Bathymodiolus mussels discovered by the ROV Deep Discoverer in areas of active hydrocarbon seepage. Image courtesy of the NOAA Office of Ocean Exploration and Research, Northeast U.S. Canyons Expedition 2013. Download larger version (jpg, 1.3 MB).
Dive 04 highlights, including the discovery of active methane seeps and more chemosynthetic communities. Video courtesy of the NOAA Office of Ocean Exploration and Research, Northeast U.S. Canyons Expedition 2013. Download video (mp4, 54.4 MB).
An octopus during a dive to ground truth bubbles plumes in the water column detected by our multibeam sonar in 2012 as well as characterize diverse habitats that may exist within and outside potential seep areas. Video courtesy of the NOAA Office of Ocean Exploration and Research, Northeast U.S. Canyons Expedition 2013.. Download video (mp4, 81.8 MB).

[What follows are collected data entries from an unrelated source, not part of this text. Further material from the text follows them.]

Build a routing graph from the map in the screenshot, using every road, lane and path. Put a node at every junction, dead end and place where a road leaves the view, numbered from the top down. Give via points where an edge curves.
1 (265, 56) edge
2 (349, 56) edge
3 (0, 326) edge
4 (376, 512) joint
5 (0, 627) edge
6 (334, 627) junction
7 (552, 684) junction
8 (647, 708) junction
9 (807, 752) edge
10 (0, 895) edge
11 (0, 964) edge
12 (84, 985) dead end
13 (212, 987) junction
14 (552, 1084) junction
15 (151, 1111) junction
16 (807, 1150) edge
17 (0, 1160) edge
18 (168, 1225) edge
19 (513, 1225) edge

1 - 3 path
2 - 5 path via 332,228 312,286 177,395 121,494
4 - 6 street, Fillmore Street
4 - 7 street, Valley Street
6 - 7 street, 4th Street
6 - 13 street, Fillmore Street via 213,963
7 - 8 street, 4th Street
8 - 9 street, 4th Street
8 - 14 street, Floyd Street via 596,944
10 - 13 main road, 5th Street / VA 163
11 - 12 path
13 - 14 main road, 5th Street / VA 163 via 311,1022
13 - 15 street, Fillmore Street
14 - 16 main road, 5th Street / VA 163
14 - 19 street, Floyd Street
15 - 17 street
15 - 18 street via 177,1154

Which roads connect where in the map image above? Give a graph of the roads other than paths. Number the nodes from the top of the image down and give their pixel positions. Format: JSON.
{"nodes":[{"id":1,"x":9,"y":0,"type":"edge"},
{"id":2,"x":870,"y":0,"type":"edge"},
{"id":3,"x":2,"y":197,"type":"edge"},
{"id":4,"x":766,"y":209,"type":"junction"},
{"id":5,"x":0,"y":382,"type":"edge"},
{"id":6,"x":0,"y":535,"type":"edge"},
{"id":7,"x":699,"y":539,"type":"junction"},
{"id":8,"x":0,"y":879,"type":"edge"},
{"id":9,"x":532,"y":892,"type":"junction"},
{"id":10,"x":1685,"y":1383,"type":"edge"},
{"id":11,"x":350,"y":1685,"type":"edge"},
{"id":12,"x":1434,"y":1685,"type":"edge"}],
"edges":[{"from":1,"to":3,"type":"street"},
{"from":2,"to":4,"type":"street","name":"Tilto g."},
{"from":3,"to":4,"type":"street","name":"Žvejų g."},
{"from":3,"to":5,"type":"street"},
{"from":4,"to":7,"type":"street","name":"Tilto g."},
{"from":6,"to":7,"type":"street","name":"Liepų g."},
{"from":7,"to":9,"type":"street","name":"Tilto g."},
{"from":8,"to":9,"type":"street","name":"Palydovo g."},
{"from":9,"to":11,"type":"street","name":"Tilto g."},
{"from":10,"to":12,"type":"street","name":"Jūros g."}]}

We had a great dive today with the Deep Discoverer remotely operated vehicle (ROV), discovering active methane seeps and more chemosynthetic communities! The primary purpose of today's dive was to ground truth bubbles plumes in the water column detected by our multibeam sonar in 2012 (and again last night that suggest the presence of gas seeps in the area) as well as characterize diverse habitats that may exist within and outside potential seep areas. The ROV arrived on bottom at 1,475 meters, and began transiting upslope to our first potential seep target. Live and dead mussels in clumps and patches (some cases linear) were seen during transit, and at 1,450 meters a small angular chunk of methane hydrate was identified along with bacterial mats and more clumps of mussels. Sediments with a dark or black stained appearance were common, and at 1,447 meters, a few sparse methane bubbles were seen escaping holes in the seafloor. Continuing further upslope, a large mussel bed was discovered at 1,426 meters. Several patches of raised mussel mounds were conspicuous hosting white filamentous microbes growing on the mussel shells. Few fauna were observed among the mussels, but those present included a single individual of Alvinocaris shrimp and amphipods. A run across the approximately 6x9-meter wide mussel bed was conducted before continuing the dive. At 1,419 meter, we came across active and streaming bubbles emanating from multiple locations. Following a problem with a ship that pulled us off site, we returned to the seafloor and started a transit up slope to the third potential seep target, encountering white stained sediments, carbonate material and small patches of mussels. Finally, at 1,420 meters we discovered rapid and active bubbling. Methane hydrates were identified on the seafloor, and it was questioned whether some of the large patches of white material were hydrates and not bacterial mats. All in all, it was a great dive providing key new information about the utility of exploring bubble plumes from multibeam data, methane hydrate production in North Atlantic canyons, and cold seep communities in the region.